In vivo neuronal cell reprogramming for a new regenerative approach in Parkinson’s disease

Vania Broccoli (Italy), Alexander Dityatev (Germany) and Josè Luis Lanciego (Spain)

Degeneration of mesencephalic DA neurons triggers the initial phases of PD, which raises the concept that cell replacement might represent a long-term restorative option for this neuropathology. Indeed, previous studies in PD patients have indicated that cell therapy has the potential to significantly sustain an enduring symptomatic relief in at least some of them. However, an ideal renewable source of transplantable human DA neurons is lacking in many aspects.
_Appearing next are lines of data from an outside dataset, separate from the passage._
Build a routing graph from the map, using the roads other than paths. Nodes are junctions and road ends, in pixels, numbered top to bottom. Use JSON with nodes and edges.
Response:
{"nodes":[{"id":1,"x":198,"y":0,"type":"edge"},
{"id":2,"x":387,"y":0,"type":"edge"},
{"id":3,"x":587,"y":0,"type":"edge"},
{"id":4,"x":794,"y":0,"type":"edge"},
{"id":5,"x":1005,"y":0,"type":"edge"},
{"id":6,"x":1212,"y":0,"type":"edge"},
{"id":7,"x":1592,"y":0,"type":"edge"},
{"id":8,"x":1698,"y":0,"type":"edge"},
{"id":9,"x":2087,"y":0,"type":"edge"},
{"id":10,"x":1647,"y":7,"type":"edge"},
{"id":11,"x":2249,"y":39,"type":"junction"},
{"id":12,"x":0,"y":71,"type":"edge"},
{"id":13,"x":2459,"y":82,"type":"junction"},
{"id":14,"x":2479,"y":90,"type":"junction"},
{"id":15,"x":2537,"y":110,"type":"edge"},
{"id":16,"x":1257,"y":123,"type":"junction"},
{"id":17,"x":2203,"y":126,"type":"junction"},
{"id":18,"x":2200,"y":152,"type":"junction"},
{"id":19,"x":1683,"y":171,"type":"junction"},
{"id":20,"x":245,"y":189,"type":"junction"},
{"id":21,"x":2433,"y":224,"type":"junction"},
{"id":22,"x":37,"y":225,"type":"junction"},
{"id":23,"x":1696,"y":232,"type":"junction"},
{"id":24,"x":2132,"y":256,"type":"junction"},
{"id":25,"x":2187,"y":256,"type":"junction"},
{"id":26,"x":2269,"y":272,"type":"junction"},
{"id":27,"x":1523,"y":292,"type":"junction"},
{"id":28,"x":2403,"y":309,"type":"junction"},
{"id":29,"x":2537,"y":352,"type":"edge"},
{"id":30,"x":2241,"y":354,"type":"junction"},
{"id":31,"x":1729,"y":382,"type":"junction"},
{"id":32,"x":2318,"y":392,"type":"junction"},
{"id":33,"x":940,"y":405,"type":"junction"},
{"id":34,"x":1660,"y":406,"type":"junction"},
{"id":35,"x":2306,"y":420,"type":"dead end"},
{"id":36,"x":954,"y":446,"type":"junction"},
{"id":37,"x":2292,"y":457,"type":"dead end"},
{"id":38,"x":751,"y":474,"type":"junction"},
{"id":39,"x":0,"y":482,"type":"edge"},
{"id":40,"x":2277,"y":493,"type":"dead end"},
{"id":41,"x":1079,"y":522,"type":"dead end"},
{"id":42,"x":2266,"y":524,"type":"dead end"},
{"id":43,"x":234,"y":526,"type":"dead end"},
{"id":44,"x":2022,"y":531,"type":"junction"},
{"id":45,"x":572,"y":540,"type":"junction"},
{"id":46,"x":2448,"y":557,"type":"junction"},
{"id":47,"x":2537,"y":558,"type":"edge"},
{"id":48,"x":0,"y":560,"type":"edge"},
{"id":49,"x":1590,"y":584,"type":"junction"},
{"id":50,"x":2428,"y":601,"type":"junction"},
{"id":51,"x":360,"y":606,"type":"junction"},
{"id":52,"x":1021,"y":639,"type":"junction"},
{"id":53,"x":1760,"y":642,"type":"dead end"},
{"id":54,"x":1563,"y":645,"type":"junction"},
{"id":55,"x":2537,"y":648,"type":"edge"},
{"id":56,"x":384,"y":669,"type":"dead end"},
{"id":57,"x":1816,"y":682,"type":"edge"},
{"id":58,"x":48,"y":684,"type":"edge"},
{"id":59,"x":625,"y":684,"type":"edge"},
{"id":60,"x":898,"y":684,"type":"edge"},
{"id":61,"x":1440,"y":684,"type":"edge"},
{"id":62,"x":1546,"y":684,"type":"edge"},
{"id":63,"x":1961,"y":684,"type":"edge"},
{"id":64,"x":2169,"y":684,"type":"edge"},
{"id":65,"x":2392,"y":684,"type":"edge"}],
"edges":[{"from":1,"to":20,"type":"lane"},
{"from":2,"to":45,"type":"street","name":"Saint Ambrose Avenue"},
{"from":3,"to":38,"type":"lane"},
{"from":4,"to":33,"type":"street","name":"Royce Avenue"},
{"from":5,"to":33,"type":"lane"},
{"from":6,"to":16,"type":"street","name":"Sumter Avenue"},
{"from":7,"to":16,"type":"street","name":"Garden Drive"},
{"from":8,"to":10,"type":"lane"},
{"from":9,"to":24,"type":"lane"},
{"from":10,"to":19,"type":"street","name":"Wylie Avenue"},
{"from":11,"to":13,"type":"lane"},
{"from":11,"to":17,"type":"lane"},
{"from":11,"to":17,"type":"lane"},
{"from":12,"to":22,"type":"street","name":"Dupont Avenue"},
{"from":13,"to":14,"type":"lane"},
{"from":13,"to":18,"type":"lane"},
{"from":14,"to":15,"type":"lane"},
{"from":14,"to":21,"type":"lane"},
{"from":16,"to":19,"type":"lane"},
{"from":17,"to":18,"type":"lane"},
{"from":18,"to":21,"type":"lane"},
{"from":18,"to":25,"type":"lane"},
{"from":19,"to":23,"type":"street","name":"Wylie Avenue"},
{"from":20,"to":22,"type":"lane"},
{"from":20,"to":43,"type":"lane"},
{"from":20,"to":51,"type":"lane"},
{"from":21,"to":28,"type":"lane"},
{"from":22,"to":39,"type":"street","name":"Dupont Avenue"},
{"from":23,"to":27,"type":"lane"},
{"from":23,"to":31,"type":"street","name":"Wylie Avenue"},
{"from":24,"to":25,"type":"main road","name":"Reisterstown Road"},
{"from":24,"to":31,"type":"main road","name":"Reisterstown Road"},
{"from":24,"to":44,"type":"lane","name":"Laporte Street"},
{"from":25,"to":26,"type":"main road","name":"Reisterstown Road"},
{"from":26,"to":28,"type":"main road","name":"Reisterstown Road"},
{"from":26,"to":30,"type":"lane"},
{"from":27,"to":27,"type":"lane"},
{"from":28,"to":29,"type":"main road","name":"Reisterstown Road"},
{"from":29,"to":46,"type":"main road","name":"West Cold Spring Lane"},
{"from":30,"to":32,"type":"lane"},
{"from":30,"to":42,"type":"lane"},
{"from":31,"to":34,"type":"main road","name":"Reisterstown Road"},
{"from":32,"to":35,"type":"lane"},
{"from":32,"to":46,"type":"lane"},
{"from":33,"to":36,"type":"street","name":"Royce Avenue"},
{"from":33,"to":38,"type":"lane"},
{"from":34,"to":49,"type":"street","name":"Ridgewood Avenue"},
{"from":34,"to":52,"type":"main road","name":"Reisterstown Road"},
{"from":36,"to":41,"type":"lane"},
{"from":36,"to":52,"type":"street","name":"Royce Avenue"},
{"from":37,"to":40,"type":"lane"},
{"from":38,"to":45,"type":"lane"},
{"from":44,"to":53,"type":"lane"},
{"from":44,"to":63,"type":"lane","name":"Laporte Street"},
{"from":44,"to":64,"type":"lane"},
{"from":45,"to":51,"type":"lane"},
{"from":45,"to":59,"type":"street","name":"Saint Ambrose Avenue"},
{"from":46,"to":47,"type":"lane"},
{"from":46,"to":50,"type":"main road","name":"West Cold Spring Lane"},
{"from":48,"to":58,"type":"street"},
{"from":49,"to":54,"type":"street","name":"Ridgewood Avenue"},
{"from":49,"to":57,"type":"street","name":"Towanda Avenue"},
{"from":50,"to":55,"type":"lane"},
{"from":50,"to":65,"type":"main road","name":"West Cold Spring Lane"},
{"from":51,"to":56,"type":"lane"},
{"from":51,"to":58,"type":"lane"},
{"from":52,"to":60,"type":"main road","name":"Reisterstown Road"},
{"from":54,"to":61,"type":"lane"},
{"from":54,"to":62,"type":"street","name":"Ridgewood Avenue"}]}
We have recently developed a methodology that promotes transdifferentiation of mouse and human fibroblasts into functional induced dopaminergic neurons (iDANs), which display sophisticated neuronal properties including pacemaking firing activity, synaptic integration, and activity-dependent dopamine release. Therefore, iDANs offer an unprecedented cellular source with ideal features for cell therapy in PD, since they can be generated from the patients in high amounts. Herein, we plan to push forward this technology by elaborating methods of direct in vivo reprogramming to induce in situ local neuronal transdifferentiation in relevant animal models of PD (mouse and monkey). Local delivery of the reprogramming factors will be optimized and the best cellular substrate identified in order to achieve the most efficient recovery of the neurological symptoms in the PD animal models.